═════ Records for this exercise ═════
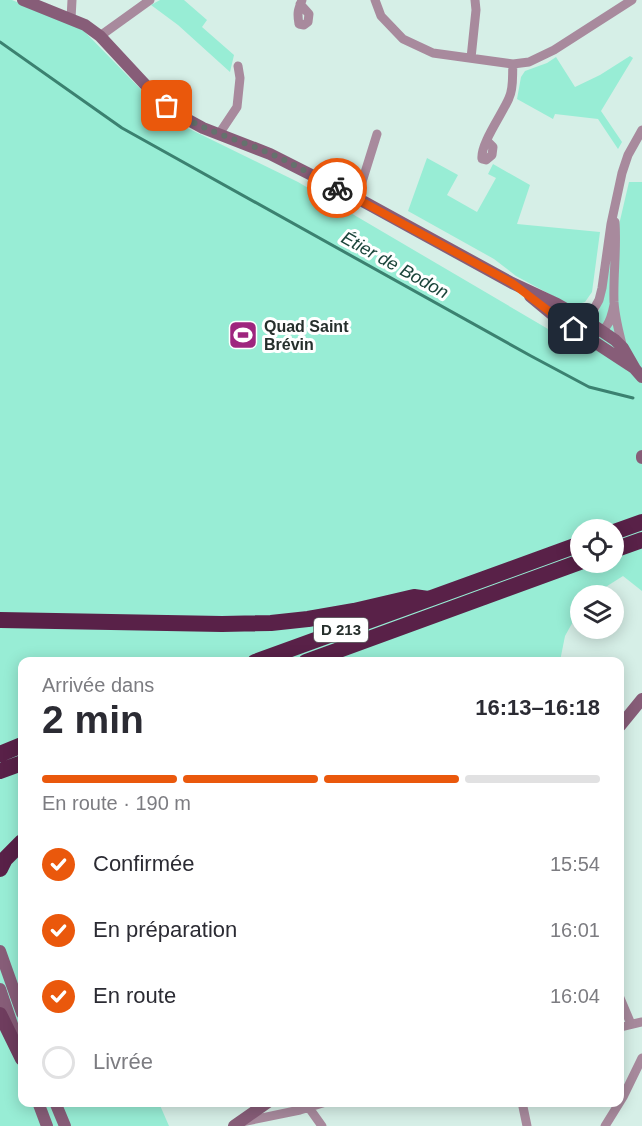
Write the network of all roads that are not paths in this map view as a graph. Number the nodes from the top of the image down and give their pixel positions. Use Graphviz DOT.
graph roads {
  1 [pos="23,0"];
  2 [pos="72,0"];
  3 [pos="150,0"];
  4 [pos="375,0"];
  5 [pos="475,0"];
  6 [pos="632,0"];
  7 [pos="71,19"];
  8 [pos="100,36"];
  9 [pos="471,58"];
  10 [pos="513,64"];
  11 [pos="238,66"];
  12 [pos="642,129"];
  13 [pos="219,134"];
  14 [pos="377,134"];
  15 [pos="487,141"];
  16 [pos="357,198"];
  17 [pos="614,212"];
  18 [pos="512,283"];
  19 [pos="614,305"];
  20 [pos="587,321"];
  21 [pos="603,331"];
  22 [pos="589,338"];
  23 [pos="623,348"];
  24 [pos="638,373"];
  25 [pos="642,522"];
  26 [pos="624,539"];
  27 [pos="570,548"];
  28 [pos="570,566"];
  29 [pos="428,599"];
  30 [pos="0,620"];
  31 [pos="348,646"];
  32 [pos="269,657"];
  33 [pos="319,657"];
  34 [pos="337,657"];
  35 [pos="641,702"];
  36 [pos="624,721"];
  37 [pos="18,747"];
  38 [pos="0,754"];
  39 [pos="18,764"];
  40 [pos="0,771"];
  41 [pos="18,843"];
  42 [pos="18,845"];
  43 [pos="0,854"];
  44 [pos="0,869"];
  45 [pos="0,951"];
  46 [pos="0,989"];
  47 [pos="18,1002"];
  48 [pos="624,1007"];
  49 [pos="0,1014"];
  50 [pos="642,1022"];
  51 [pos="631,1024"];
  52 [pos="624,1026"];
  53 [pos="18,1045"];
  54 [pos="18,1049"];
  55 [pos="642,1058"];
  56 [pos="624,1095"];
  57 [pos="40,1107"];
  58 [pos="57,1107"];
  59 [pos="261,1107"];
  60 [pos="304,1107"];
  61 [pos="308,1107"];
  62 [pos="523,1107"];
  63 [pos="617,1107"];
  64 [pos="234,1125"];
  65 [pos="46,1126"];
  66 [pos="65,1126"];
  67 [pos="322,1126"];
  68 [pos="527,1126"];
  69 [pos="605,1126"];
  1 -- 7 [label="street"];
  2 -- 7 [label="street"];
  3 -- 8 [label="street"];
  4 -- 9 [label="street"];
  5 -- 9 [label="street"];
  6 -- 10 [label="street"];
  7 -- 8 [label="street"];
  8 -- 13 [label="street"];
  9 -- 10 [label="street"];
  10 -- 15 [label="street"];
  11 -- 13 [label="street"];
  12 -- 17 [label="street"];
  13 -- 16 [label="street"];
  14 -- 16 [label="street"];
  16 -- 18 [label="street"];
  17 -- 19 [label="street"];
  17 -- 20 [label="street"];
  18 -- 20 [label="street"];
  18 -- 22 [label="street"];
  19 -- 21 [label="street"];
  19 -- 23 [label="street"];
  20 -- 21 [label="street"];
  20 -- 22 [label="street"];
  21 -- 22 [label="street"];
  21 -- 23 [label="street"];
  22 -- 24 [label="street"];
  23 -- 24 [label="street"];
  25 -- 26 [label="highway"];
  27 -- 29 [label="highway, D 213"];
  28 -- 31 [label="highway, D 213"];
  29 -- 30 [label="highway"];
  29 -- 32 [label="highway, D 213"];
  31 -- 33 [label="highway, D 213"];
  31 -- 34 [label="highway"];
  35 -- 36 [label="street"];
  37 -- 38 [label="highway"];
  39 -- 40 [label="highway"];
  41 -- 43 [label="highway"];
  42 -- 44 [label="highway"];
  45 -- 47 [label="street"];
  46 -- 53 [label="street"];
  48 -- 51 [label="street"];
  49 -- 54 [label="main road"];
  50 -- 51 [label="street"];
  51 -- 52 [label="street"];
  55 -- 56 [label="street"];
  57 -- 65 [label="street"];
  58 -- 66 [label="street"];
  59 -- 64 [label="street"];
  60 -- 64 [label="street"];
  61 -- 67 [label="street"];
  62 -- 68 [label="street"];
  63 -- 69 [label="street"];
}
═════
Task details =
Please return every line of the material above that includes "roads".

Response area =
Write the network of all roads that are not paths in this map view as a graph. Number the nodes from the top of the image down and give their pixel positions. Use Graphviz DOT.
graph roads {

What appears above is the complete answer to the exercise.